Biden DOJ weighs in on NYC lawsuit aimed at keeping NYPD from mental health responses
Oct. 7, 2024, 2:38 p.m.
The Justice Department asserts that dispatching police instead of mental health workers on routine calls involving people with mental health issues could constitute discrimination.

The Biden administration is weighing in on a federal class-action lawsuit that alleges New York City discriminates against people with mental illness by typically sending police — rather than mental health specialists — to respond to 911 calls where someone is reported to be having a mental health crisis.
The U.S. Department of Justice filed a statement of interest in the case, known as Baerga v. City of New York, urging the court to take a holistic view of the city’s emergency response system in determining whether it provides the same benefits to people experiencing a mental health crisis as those experiencing a physical health emergency, such as a heart attack.
The DOJ is responsible for enforcing the Americans with Disabilities Act, which the plaintiffs say New York City’s emergency response system is violating. The statement asserts the Justice Department's view — reflected in other recent court filings — that dispatching police instead of mental health workers on routine calls involving people with mental health issues could constitute a form of discrimination under that law.
New York City “has an affirmative obligation to modify its emergency response program when necessary to avoid discrimination on the basis of disability, unless it can demonstrate that the modifications would fundamentally alter its program,” the DOJ wrote in its court filing, which was submitted last week.
The DOJ said that reasonable modifications “may include dispatching a different type of response to an emergency call when necessary to avoid discrimination based on disability.”
Nicholas Paolucci, a spokesperson for the city Law Department, said of the Baerga case, in a statement: “The City's practices with respect to mental health-related calls to 911 are consistent with the requirements of the constitution and federal and state law.”
Under President Joe Biden, the DOJ filed a comparable statement of interest in a similar case pending in Washington, D.C. in February. The department has also worked with the U.S. Department of Health and Human Services to issue broader guidance encouraging municipalities to find alternatives to police as first responders in mental health incidents.
Filed in 2021, the case pending in New York has the potential to compel the city to build up B-HEARD, a pilot program that deploys teams of social workers and emergency medical technicians as first responders to some mental health calls in parts of the city — but whose expansion has stalled.

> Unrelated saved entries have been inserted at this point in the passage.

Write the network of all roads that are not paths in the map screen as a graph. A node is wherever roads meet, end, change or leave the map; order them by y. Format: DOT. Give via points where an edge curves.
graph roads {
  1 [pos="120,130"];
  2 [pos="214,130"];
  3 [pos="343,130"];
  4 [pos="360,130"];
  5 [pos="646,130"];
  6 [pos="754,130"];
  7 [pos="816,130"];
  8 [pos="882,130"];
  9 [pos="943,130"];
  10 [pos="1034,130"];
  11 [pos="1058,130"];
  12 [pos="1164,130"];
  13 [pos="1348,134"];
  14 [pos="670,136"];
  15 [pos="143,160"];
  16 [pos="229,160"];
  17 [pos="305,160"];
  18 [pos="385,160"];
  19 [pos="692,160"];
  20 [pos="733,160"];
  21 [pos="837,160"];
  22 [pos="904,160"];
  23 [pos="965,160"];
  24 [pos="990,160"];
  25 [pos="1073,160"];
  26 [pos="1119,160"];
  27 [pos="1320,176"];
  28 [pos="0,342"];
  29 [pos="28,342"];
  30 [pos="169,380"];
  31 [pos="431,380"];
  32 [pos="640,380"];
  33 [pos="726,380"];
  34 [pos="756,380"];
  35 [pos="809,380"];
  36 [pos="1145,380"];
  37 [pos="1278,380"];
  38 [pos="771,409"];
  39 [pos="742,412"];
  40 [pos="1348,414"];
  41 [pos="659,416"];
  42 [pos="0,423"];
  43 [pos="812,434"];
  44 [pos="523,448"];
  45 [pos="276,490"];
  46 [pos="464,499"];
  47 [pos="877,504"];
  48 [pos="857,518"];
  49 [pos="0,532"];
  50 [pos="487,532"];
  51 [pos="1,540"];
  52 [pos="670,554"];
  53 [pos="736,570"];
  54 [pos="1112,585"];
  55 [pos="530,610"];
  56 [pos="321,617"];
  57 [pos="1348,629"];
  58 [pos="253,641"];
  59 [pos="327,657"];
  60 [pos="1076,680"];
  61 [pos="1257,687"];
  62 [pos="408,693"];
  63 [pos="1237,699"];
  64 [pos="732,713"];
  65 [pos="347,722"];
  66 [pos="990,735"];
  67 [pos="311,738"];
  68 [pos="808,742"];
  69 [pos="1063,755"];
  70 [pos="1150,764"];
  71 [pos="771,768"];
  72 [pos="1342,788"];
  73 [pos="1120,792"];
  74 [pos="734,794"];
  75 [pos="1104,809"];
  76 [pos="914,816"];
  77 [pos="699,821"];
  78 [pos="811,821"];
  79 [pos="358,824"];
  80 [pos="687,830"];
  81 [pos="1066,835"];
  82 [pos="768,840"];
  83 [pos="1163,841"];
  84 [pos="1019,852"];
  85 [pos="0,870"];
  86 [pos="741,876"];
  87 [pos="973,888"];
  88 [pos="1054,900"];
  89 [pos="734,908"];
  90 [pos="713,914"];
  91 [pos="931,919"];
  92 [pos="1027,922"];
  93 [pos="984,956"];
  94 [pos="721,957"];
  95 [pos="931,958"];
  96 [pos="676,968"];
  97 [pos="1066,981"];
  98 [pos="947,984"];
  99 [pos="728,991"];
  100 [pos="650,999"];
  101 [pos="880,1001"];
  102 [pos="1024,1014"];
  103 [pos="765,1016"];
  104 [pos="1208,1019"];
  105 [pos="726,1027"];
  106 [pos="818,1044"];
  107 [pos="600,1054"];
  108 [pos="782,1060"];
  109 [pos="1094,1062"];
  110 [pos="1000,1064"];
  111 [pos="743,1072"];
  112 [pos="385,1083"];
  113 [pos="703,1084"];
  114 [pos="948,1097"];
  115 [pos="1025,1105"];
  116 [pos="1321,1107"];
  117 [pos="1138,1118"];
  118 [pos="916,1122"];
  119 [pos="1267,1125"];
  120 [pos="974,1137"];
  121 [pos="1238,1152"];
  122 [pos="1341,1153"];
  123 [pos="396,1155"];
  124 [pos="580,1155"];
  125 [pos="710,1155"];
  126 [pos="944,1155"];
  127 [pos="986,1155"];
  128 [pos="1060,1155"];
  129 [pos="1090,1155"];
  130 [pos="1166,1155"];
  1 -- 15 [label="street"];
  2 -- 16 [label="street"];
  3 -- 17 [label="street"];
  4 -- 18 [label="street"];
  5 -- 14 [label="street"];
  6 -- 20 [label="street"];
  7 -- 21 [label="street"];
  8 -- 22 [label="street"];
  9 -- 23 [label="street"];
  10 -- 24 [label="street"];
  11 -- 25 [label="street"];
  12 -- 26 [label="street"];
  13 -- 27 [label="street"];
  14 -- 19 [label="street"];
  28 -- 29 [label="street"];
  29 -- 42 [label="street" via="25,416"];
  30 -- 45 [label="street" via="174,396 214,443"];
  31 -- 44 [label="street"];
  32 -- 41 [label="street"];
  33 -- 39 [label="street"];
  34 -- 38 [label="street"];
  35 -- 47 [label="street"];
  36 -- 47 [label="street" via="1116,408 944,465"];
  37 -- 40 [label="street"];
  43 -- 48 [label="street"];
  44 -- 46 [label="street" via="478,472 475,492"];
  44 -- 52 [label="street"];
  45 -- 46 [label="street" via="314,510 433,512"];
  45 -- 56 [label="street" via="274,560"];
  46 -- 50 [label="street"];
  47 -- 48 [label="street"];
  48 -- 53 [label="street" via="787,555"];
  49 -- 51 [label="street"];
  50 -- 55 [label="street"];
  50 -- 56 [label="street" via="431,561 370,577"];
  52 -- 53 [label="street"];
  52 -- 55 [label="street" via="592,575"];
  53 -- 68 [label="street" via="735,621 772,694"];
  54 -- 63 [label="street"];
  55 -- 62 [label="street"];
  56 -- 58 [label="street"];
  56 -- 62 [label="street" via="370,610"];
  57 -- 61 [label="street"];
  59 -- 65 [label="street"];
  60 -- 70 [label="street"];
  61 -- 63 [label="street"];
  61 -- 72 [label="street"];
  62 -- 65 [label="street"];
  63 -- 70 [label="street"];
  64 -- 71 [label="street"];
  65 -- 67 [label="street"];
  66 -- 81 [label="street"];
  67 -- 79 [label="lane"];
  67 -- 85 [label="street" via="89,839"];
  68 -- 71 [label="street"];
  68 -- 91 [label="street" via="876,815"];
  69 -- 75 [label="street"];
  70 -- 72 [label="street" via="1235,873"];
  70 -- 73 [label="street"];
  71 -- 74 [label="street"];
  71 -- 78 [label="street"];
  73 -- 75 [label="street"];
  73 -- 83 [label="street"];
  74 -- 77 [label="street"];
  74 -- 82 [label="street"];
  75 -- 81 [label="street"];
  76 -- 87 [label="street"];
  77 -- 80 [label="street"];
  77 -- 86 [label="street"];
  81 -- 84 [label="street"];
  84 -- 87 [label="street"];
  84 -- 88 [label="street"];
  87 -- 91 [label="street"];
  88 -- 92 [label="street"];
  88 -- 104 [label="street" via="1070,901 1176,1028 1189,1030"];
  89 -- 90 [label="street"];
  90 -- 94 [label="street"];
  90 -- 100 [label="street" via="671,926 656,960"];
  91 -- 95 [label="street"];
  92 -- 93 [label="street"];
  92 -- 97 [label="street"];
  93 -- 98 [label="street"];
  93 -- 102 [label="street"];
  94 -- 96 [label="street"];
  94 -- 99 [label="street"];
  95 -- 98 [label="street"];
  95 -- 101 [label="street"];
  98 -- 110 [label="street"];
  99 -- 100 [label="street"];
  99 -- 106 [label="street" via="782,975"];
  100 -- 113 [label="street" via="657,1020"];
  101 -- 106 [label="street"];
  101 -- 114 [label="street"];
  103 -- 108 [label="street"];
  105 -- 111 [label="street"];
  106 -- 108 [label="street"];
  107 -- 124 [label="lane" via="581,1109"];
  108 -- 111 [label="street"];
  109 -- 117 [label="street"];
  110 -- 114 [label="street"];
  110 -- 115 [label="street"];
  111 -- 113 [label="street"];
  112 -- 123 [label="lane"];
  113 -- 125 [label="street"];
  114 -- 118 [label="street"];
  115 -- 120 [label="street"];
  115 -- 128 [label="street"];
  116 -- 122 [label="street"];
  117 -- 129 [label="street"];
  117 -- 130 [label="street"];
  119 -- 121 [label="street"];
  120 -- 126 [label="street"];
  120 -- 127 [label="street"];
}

“The Department of Justice weighing in on this case should be a wake up call for the city,” said Marinda van Dalen, director of litigation at New York Lawyers for the Public Interest, one of the firms representing the plaintiffs. “It should make them realize that fighting the disability community, fighting against civil rights, is the wrong approach, that the city should instead change the way it operates its emergency response system.”
The city has moved to dismiss the case, arguing in part that requiring the city to exclusively use civilians to respond to mental health calls would expose first responders as well as the people in need of emergency care and members of the public “to unnecessary and significant, enhanced risks of harm.”
Van Dalen said the city’s argument is based on “old, outdated and false stereotypes of people with mental disabilities as dangerous.”
B-HEARD teams are currently limited in the types of calls they can respond to, and the criteria for sending them out excludes any calls where someone might pose a risk of harm to themselves or others. B-HEARD responded to about 15,000 calls last year, but that only represented about 30% of the 911 mental health calls in the 31 precincts where the program operates, according to the latest city data.
The article was updated with comment from the city Law Department.